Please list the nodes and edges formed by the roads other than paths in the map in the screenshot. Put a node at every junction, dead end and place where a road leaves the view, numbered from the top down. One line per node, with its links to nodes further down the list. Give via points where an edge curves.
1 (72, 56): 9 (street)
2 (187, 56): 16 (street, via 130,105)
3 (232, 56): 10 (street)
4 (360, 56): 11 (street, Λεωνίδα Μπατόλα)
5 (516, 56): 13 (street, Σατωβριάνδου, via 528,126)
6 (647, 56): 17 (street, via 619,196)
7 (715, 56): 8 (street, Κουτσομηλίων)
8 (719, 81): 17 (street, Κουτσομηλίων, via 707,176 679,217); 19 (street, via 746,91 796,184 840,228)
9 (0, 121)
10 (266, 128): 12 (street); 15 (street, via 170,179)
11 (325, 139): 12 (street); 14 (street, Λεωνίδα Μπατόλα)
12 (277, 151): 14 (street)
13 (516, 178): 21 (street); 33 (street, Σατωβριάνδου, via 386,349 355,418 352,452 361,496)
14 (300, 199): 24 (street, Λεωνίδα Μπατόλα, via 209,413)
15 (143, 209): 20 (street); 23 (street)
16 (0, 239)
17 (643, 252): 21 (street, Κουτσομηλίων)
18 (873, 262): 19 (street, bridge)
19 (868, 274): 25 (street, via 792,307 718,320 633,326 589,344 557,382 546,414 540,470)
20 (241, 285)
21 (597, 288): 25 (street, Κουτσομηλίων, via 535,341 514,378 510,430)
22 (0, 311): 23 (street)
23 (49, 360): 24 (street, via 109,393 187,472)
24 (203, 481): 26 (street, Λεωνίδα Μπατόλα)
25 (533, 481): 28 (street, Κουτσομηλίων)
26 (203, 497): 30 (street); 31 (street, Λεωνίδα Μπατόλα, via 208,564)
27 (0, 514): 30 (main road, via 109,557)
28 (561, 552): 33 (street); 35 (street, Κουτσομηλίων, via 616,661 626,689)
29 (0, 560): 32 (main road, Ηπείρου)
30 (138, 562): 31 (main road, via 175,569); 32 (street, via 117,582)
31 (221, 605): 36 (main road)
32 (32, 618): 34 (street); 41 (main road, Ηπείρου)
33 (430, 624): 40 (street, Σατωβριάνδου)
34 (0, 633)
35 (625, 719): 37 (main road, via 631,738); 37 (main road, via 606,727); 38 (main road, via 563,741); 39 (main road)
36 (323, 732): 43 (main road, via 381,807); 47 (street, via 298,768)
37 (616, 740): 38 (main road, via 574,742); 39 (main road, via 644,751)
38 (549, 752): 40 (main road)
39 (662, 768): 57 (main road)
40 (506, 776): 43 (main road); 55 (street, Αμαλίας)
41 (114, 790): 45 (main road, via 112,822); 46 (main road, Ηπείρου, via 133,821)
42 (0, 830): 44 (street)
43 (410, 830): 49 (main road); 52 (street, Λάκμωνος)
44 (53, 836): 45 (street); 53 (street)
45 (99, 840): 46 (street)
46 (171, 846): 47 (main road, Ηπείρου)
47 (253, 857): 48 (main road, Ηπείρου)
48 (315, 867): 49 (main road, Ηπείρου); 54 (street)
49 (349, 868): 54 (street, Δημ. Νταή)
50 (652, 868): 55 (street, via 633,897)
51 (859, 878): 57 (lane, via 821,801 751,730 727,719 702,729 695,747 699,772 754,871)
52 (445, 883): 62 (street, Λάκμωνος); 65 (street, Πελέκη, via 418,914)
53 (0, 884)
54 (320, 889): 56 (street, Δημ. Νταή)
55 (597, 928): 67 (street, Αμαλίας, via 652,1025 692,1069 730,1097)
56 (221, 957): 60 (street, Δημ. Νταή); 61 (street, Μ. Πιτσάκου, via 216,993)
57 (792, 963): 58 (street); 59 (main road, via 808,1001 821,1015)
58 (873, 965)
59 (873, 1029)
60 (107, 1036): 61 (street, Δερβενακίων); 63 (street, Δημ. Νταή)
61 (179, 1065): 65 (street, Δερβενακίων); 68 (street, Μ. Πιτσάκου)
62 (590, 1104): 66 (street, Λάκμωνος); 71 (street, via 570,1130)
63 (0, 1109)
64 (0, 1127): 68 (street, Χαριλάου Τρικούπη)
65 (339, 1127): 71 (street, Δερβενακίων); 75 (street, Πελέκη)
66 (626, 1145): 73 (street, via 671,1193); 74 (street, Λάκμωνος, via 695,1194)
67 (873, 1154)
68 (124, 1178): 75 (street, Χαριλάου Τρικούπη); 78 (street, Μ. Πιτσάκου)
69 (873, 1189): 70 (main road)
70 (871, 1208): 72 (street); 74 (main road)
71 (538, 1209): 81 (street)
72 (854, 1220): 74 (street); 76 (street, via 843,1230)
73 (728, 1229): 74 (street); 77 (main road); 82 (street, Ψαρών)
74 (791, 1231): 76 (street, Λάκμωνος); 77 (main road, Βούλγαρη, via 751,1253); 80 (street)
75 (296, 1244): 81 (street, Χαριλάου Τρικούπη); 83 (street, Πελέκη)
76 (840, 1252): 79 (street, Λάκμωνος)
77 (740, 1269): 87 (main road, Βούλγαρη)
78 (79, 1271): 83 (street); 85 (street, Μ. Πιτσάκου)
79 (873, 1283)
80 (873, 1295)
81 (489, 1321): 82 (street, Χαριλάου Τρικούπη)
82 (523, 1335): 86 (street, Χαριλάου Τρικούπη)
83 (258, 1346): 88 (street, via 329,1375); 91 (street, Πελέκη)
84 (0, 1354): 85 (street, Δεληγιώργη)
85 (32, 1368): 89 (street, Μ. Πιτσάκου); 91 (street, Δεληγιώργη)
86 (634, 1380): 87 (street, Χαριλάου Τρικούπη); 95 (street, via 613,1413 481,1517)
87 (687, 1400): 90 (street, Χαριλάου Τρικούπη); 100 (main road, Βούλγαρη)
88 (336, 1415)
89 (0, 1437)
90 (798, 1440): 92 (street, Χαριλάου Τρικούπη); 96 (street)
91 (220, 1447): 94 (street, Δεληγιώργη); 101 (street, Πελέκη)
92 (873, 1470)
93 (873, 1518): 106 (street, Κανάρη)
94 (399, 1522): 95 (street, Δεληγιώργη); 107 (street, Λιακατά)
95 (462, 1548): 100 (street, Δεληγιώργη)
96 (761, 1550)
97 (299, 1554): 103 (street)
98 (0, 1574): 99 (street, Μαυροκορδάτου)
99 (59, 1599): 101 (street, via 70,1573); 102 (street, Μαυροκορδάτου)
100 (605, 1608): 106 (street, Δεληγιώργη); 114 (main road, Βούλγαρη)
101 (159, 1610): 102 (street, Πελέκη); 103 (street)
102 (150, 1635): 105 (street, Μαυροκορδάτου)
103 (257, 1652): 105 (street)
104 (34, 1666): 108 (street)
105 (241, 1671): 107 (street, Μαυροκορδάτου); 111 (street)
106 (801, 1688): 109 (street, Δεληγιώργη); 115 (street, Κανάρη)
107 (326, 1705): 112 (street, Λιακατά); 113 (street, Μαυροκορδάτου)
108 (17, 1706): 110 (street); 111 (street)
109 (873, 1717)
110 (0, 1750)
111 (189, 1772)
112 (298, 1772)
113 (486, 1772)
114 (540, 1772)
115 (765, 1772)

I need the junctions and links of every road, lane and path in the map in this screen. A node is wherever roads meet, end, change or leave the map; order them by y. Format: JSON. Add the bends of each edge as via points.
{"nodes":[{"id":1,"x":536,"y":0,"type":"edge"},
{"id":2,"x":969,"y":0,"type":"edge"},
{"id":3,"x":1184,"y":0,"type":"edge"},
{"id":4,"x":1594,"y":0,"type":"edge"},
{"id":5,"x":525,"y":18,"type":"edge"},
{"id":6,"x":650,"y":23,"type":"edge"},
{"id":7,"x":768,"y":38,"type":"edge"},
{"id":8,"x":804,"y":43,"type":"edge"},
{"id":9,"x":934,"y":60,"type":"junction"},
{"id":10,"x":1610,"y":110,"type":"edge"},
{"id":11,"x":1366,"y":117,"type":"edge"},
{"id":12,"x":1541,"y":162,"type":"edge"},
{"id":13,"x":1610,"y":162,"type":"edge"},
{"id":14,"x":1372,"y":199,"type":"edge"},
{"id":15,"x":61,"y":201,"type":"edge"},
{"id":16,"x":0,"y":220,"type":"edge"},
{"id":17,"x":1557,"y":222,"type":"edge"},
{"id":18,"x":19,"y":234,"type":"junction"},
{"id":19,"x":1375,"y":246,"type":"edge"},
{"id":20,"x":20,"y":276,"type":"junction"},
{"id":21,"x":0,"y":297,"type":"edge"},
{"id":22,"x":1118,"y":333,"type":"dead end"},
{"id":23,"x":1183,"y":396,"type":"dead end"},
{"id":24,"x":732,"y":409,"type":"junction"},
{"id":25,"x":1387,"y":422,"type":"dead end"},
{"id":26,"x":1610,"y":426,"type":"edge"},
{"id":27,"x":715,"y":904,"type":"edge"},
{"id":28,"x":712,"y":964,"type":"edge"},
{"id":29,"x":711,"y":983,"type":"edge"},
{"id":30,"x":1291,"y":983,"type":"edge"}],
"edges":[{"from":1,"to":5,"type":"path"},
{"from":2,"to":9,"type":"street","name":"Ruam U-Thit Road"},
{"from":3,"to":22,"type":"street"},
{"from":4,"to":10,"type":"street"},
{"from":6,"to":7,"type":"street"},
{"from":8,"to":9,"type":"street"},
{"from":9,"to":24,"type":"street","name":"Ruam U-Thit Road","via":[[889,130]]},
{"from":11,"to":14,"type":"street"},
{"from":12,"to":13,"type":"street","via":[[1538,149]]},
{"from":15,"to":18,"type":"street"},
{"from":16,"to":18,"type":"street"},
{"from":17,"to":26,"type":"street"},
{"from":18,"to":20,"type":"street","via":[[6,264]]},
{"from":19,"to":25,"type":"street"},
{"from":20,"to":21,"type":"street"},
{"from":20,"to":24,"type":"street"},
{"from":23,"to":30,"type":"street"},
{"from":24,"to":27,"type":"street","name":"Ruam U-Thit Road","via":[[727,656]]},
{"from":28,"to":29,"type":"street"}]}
* * *
- Required work -
I need each line from the listing where the word "Κουτσομηλίων" occurs.

- Answer below -
7 (715, 56): 8 (street, Κουτσομηλίων)
8 (719, 81): 17 (street, Κουτσομηλίων, via 707,176 679,217); 19 (street, via 746,91 796,184 840,228)
17 (643, 252): 21 (street, Κουτσομηλίων)
21 (597, 288): 25 (street, Κουτσομηλίων, via 535,341 514,378 510,430)
25 (533, 481): 28 (street, Κουτσομηλίων)
28 (561, 552): 33 (street); 35 (street, Κουτσομηλίων, via 616,661 626,689)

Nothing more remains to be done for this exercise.